(Saved data entries)
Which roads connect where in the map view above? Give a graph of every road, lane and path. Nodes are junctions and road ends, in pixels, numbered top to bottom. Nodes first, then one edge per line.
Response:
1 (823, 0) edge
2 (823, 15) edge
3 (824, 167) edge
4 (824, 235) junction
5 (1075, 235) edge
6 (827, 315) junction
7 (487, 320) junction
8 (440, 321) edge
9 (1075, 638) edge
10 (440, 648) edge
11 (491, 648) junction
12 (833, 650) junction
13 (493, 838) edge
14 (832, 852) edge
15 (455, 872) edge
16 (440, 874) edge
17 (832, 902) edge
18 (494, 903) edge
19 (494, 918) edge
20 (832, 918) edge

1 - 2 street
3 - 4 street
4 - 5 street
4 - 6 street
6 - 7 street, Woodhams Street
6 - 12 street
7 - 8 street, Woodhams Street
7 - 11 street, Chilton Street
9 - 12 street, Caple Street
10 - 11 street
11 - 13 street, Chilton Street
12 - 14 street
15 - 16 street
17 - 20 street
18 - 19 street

EXERCISE REQUIREMENTS. Once the records end, copy them all again exactly.

RESPONSE BOX.
Which roads connect where in the map view above? Give a graph of every road, lane and path. Nodes are junctions and road ends, in pixels, numbered top to bottom. Nodes first, then one edge per line.
Response:
1 (823, 0) edge
2 (823, 15) edge
3 (824, 167) edge
4 (824, 235) junction
5 (1075, 235) edge
6 (827, 315) junction
7 (487, 320) junction
8 (440, 321) edge
9 (1075, 638) edge
10 (440, 648) edge
11 (491, 648) junction
12 (833, 650) junction
13 (493, 838) edge
14 (832, 852) edge
15 (455, 872) edge
16 (440, 874) edge
17 (832, 902) edge
18 (494, 903) edge
19 (494, 918) edge
20 (832, 918) edge

1 - 2 street
3 - 4 street
4 - 5 street
4 - 6 street
6 - 7 street, Woodhams Street
6 - 12 street
7 - 8 street, Woodhams Street
7 - 11 street, Chilton Street
9 - 12 street, Caple Street
10 - 11 street
11 - 13 street, Chilton Street
12 - 14 street
15 - 16 street
17 - 20 street
18 - 19 street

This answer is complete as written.